▶ **WHAT IS BEING ASKED**: Give the number of lines below that hold the string "name", and nothing more.

Top of TASK DATA

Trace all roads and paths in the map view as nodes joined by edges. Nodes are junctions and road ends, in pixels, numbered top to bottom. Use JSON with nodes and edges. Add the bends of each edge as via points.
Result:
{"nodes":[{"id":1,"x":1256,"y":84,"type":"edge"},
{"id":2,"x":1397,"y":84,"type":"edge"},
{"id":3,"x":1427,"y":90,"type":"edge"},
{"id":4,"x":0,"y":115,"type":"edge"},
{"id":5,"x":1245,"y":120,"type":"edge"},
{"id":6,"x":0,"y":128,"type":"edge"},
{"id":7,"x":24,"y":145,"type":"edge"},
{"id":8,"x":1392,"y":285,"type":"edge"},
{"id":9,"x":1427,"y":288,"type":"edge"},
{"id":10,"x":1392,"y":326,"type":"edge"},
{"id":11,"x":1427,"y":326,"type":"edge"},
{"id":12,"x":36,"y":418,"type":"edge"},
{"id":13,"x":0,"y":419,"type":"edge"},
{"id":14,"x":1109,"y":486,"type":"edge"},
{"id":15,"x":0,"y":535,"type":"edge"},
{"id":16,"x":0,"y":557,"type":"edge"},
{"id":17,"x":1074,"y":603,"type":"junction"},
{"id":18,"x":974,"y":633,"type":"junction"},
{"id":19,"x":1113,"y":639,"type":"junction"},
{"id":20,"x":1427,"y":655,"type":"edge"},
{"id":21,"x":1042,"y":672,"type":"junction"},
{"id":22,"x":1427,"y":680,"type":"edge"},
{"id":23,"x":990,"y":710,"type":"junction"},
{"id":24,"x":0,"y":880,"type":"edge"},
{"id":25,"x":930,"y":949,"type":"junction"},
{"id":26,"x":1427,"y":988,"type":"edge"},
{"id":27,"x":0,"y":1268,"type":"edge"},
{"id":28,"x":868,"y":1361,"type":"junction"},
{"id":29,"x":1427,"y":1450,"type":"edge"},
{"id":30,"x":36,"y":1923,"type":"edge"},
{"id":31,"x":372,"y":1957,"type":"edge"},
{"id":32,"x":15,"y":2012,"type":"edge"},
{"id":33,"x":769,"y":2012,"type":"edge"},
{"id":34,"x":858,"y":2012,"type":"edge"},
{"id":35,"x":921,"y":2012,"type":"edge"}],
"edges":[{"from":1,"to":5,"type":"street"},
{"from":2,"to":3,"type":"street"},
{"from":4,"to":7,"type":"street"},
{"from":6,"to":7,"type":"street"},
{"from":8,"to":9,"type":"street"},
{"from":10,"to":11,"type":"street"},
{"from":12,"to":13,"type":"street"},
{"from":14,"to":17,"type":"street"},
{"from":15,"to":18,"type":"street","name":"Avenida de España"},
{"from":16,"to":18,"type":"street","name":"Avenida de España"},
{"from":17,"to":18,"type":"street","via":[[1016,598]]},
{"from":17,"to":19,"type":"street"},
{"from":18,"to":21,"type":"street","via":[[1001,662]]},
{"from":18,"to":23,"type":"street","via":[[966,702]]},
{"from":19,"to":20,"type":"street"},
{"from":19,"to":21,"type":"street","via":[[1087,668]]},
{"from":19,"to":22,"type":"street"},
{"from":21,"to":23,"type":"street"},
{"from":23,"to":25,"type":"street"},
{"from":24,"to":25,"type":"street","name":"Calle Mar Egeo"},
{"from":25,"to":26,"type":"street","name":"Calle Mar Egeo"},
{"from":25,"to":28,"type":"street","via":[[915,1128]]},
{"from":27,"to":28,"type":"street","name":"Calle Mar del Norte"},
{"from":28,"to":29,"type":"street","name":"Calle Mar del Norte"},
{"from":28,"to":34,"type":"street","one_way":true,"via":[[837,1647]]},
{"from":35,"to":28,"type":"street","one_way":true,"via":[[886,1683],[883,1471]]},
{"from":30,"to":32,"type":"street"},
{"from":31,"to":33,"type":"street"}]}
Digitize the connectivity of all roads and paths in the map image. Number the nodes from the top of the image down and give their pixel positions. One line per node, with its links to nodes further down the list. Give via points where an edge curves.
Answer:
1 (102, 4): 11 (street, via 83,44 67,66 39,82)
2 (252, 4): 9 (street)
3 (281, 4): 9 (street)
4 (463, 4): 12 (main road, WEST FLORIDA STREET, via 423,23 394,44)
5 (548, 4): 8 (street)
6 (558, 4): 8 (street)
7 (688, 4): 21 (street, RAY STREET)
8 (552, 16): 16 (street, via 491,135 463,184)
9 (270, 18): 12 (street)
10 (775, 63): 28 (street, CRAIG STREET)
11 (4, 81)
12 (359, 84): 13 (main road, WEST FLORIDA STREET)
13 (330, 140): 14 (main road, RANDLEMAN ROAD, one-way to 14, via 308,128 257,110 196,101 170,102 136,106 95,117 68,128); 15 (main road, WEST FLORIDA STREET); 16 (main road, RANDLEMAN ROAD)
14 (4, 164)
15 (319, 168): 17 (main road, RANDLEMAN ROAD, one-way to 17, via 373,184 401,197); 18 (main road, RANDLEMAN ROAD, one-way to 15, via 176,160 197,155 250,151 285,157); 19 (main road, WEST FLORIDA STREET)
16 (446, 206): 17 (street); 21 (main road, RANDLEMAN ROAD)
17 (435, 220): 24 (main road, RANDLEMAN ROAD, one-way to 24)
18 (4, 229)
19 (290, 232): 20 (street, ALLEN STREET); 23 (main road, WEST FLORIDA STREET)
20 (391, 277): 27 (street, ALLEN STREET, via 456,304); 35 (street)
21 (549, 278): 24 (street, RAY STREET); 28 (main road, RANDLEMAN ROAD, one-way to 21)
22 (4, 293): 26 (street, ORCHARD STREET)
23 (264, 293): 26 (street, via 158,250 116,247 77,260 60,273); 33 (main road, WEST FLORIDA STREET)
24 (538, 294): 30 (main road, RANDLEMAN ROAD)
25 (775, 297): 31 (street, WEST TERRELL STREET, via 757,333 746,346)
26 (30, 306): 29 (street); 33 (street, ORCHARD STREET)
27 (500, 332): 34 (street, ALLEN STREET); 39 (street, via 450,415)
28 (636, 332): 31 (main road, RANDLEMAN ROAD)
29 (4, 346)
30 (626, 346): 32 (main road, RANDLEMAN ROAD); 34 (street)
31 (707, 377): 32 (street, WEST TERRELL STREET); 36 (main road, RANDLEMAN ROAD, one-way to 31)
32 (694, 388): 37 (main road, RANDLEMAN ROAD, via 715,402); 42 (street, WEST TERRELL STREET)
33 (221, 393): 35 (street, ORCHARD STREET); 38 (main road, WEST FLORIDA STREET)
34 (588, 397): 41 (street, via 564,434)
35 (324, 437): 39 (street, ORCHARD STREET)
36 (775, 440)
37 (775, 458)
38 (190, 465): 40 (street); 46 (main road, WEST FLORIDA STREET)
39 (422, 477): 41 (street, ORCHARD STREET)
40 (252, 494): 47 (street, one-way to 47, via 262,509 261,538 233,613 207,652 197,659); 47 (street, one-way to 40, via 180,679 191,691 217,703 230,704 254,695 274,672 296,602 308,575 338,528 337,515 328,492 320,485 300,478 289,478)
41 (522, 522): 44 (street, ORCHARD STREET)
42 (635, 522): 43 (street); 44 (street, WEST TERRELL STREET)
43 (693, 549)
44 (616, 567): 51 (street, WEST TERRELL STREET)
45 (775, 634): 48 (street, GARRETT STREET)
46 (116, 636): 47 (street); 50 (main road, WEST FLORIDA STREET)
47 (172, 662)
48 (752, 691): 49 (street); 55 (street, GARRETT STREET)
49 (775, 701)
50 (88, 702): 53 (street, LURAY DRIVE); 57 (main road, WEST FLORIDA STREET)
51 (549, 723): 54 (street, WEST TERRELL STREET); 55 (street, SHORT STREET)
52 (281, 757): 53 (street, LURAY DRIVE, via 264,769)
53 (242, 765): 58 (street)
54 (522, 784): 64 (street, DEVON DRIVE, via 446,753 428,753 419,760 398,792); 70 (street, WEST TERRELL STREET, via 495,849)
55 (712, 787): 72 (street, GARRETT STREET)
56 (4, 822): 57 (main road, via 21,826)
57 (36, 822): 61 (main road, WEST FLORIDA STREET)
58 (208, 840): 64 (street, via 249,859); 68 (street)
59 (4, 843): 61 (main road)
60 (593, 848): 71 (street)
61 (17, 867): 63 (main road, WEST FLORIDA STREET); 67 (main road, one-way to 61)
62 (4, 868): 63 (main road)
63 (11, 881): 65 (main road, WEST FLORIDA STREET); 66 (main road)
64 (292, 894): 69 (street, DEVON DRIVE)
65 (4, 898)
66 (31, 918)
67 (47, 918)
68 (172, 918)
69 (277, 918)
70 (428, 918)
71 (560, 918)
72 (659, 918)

Bottom of TASK DATA

▶ **SOLUTION TO THIS EXERCISE**: 6